# +12Vdc needed for 'safety lock'



## cliffhanger (Jun 27, 2008)

Hi

Does anyone out there know how easy it might be to pick up a feed from an onboard Dometic fridge, i.e. a +12Vdc? I need a feed that is live with the engine running and is clearly off when stopped. I essentially need it as a 'safety lock'. The fridge is the closest option.

thanks

MAC 8)


----------



## listerdiesel (Aug 3, 2012)

The main issue will be breaking into the fridge feed, as it is heavy wiring for the 12V side of the fridge and won't be easy to get into without fitting a new terminal block or something along those lines.

Note that there will be two 12V feeds if you have gas, the low-power feed for the ignitor module (unless you have piezo-electric push-button ignition) and the higher-current feed for the 12V heater element.

On our RM2267 the terminal blocks aren't that big and I'd struggle to get another cable in alongside the existing one.

Peter


----------



## cliffhanger (Jun 27, 2008)

Thanks Peter for the advice. 

Our fridge is automatic ignition, i.e. one selects gas and it starts after 10 sec or so. 
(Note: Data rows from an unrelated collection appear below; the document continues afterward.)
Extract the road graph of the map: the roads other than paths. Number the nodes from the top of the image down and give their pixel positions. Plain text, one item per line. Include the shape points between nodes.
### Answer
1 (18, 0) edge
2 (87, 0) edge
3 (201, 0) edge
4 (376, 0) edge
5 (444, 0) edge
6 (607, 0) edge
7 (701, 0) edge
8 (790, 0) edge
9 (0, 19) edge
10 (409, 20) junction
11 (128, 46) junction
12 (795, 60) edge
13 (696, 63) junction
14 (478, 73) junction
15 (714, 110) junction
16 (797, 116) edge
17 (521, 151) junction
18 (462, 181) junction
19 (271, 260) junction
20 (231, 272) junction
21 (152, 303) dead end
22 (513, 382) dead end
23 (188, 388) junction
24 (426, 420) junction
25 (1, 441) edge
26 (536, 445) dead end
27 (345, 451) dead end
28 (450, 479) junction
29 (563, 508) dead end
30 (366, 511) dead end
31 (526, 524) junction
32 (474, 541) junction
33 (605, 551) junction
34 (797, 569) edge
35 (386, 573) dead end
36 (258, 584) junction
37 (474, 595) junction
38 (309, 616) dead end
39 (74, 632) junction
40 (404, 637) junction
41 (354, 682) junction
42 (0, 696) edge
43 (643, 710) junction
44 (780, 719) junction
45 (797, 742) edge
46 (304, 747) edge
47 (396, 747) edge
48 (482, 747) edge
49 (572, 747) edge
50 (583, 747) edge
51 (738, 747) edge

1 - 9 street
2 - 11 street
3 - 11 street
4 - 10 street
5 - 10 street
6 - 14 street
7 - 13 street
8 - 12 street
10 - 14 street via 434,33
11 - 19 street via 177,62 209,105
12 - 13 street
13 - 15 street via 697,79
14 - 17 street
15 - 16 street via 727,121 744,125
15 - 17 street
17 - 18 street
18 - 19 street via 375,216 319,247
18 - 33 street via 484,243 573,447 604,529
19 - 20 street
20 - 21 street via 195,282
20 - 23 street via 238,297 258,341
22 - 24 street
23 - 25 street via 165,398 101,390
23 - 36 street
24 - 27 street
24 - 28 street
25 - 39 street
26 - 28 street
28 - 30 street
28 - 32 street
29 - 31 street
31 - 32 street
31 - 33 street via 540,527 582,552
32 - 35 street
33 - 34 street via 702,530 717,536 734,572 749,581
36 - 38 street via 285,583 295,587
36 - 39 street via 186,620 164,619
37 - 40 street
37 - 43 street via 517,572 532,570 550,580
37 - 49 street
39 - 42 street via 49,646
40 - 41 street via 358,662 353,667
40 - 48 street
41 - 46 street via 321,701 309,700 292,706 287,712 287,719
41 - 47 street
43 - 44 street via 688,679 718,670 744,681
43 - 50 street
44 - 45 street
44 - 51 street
I assume one has to take the fridge out or can one get to it by removing the front panel?

MAC 8)


----------



## listerdiesel (Aug 3, 2012)

Generally they stack all of the connections on top of the fridge, that's where they are on mine and previous versions, yours may be different.

Peter


----------



## Techno100 (May 8, 2010)

Remove the lower vent outside for the connections


----------



## rogerblack (May 1, 2005)

Our 'van has a wiring block under the driver's seat with a couple of sockets containing relays, including the one which controls the 12V 'frig power from the alternator and also one to turn off the general 12V when running (to which I have added a manual bypass switch). Do you have something similar? If so, might it be easier to pick up the feed from there?


----------



## Techno100 (May 8, 2010)

This is the Dometic RMD8505 I recently fitted.The previous model 7655 had connections on the top but these were extended to the lower vent (by Rapido the converter) as servicing would otherwise be impossible.
Here there is the lpg connection, 230 volt connection, 12 volt power connection, 12 volt permanent control circuit supply and D+ Alternator signal to switch the 12 volt supply on on engine running.


----------



## cliffhanger (Jun 27, 2008)

Many thanks Techno for those details. 

The fridge is still the best route to take because I can follow Bursner's wires around the kitchen units to the control panel.

Thanks again to you all

regards

MAC 8)


----------



## cliffhanger (Jun 27, 2008)

Hi

Only just got round to sorting this out. 

Here is a photo of my fridge wiring, with the two 12v supplies. The small purple wire is always live whereas the larger red supply is only live with the engine running. Would this red wire be okay for the 12Vdc 'safety lock' that I'm after?

The photo may not display properly, here's hoping.

thanks

Cliff 8)


----------



## cliffhanger (Jun 27, 2008)

Another attempt at the picture. Why no colour?


----------



## Techno100 (May 8, 2010)

Tell us again what this safety lock is?

EDIT sorry I read post one again.
Yes the red will be OK but down fuse it when you tap off


----------



## Techno100 (May 8, 2010)

http://www.ebay.co.uk/itm/WAGO-Spri...mponents_Supplies_ET&var=&hash=item27d48af99f

http://www.ebay.co.uk/itm/MINI-Blad...arts_Vehicles_CarParts_SM&hash=item53f3218430


----------



## jonasw19 (Jun 11, 2010)

I have had poor results with in line blade fuse holders.
The ones I tried developed intermittent contacts and were generally of poor construction. This applied to mini and normal size sourced from maplins and Halfords.
I settled for inline fuse holders though even they can be rubbish. 


Jon


----------



## cliffhanger (Jun 27, 2008)

Many thanks for that

Cliff 8)


----------